In the Midwest, we don't have damp, blustery fall days: We have Big Ten weather. We don't have mammoth land-grant universities: We have Big Ten schools. You may insult our climate, our politicians, or our Miss America contestants, but not the Big Ten.
Right now, people in high positions are talking about expanding the nation's oldest collegiate athletic conference. What they may overlook is that it's not just a sports association. It's an identity in a region that needs one.
New Englanders know where New England starts and ends. Southerners have been sticking together since before the Civil War. The residents of Seattle and the people of San Diego all have the Pacific Ocean in common.
But the Midwest is harder to define. Midwesterners have a vague sense of it, which is reflected in, and validated by, the historic reach of the Big Ten.
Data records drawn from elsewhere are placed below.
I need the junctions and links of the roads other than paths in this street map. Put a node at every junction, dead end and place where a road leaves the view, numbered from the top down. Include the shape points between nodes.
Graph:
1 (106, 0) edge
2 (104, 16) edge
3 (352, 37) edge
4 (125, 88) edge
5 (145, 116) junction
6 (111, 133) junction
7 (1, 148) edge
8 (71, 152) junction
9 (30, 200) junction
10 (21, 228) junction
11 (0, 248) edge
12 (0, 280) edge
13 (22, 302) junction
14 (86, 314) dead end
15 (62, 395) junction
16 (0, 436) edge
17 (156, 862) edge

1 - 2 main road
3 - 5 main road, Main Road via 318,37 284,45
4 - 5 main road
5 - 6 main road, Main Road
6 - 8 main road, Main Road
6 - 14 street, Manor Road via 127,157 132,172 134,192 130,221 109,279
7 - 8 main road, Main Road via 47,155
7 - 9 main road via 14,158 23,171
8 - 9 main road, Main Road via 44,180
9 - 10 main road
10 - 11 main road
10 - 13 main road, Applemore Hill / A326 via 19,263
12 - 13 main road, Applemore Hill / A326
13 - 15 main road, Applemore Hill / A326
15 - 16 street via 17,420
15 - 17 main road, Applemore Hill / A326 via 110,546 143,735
There are few things that create a sense of common cause in this part of the country. From Manhattan or Malibu, it may look like an unvarying mass of stolid, overall-wearing meatloaf eaters, but underneath our placid exterior, deep differences abound.
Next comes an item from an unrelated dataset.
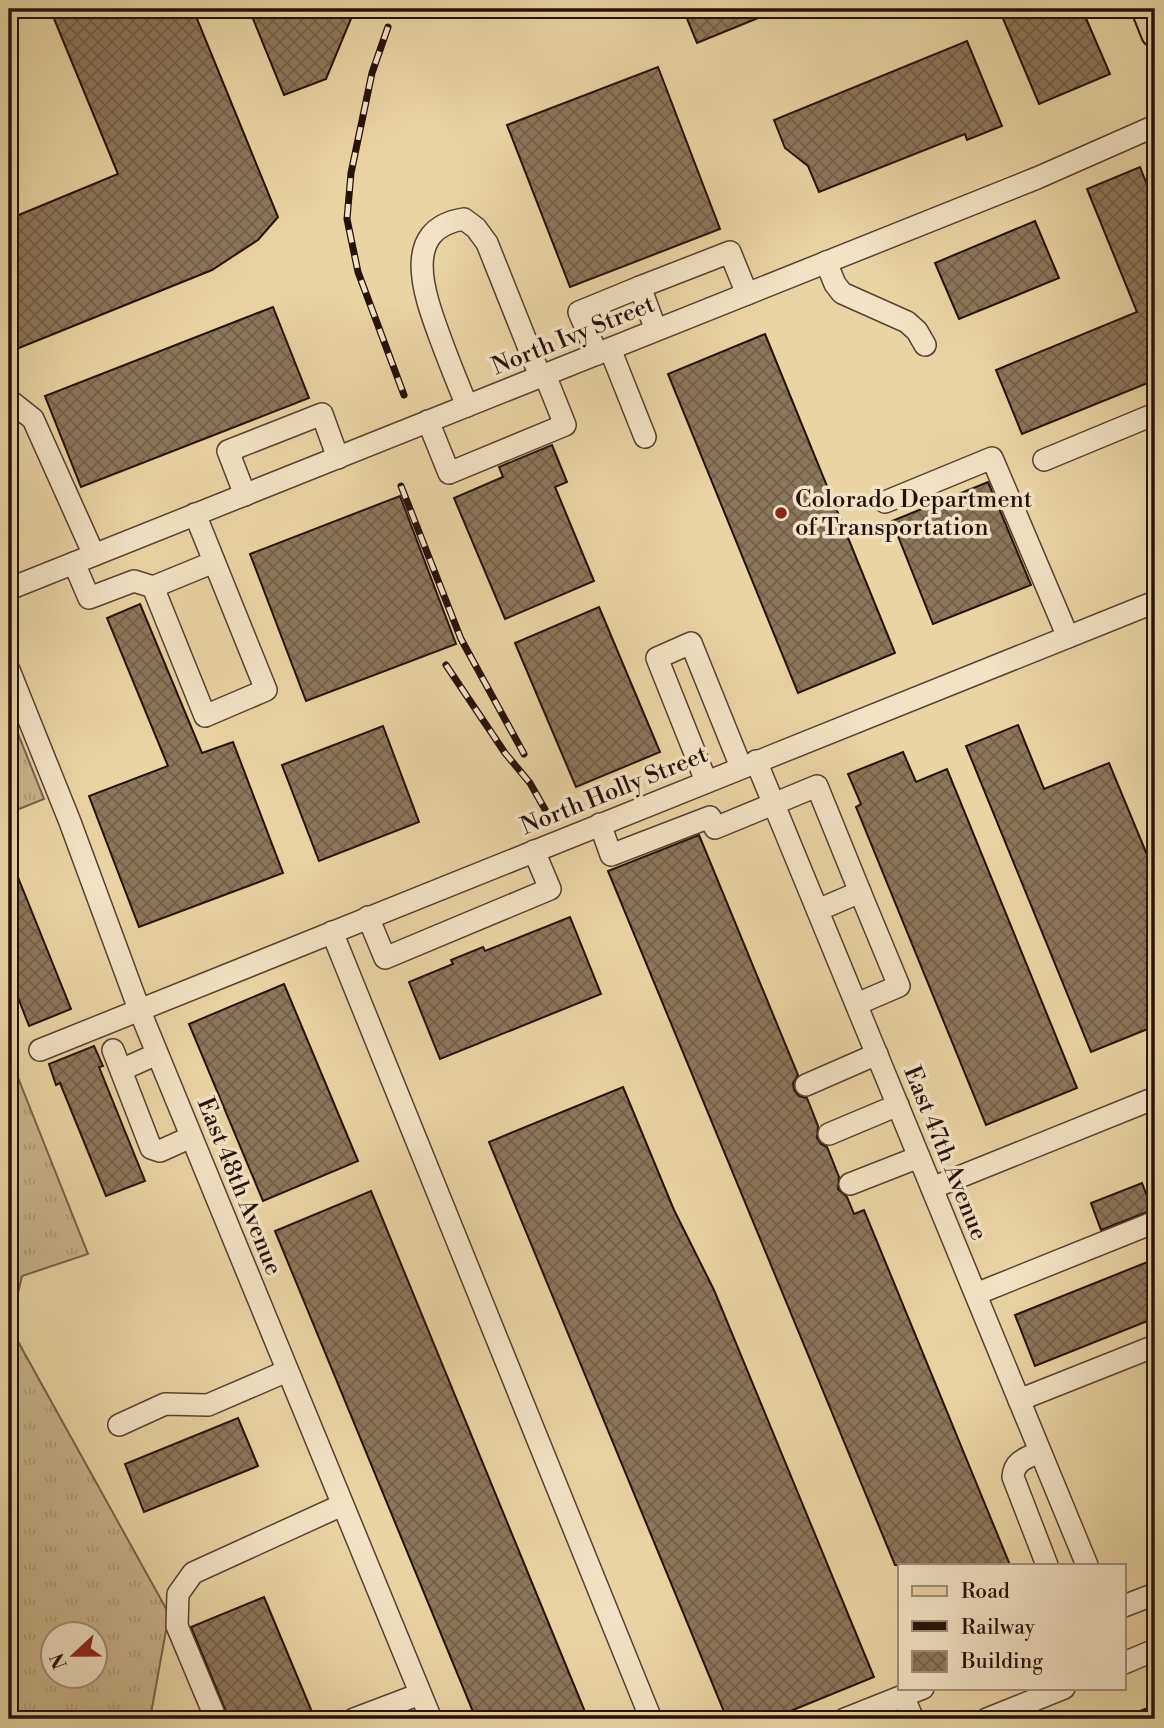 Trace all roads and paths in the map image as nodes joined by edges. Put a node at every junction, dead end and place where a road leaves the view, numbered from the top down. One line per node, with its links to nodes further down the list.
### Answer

The inhabitants of Madison, Wis., don't vote like the citizens of Terra Haute, Ind. The accents in northern Minnesota bear no resemblance to those heard in southern Illinois. Parts of Michigan get 20 feet of snow in a typical winter, while Cincinnati is lucky to get two.
You will not find many parents in Council Bluffs, Iowa, sending their children to receive a higher education in Columbus, Ohio. But on a fall afternoon, a lot of them can tell you whether Ohio State won or lost.
Other Americans want nothing more than to go to heaven. A Midwesterner is someone who would trade it for a trip to the Rose Bowl.
The advocates of conference realignment, however, are willing to blow up this comfortable, unifying framework. In pursuit of more television exposure and revenue, they are casting their eyes far beyond our region to identify potential new members.
Among the schools mentioned as possible additions are ones where most students couldn't find Minnesota on a map, such as Rutgers, Syracuse, Connecticut, and Texas. Any of these additions would be as natural as the Tea Party nominating Nancy Pelosi. The first three belong to the Eastern seaboard. The Big Ten is the heartland.
Texas? Why, of course. And while we're at it, let's grant statehood to Guam. Bringing in the Longhorns would be like releasing alligators in Duluth, Minn.: not comfortable for either party.
The Big Ten already has some experience with trampling over its natural boundaries, from admitting Penn State in 1990. Nothing against the Nittany Lions, but it was a mistake.
Penn State is now and will always be the equivalent of your cousin's ex-husband who keeps on coming to the family reunion 20 years after the divorce. He's greeted politely then but forgotten any other time. But what good could have come from squeezing 11 schools into a conference with "Ten" in its name?
The battle to keep the Big Ten at 10 is lost, but a few rules should guide any expansion. If your students can harvest oysters without leaving the state, you are not a Big Ten school. If they can leave class and be standing in a cornfield within 20 minutes, you are.
Does summer smell like salt water? Out. Is it fragrant with cow manure? In. Mountains and beaches? Let's think about this. Flat vistas that go on longer than the Academy Awards telecast? Now we're talking.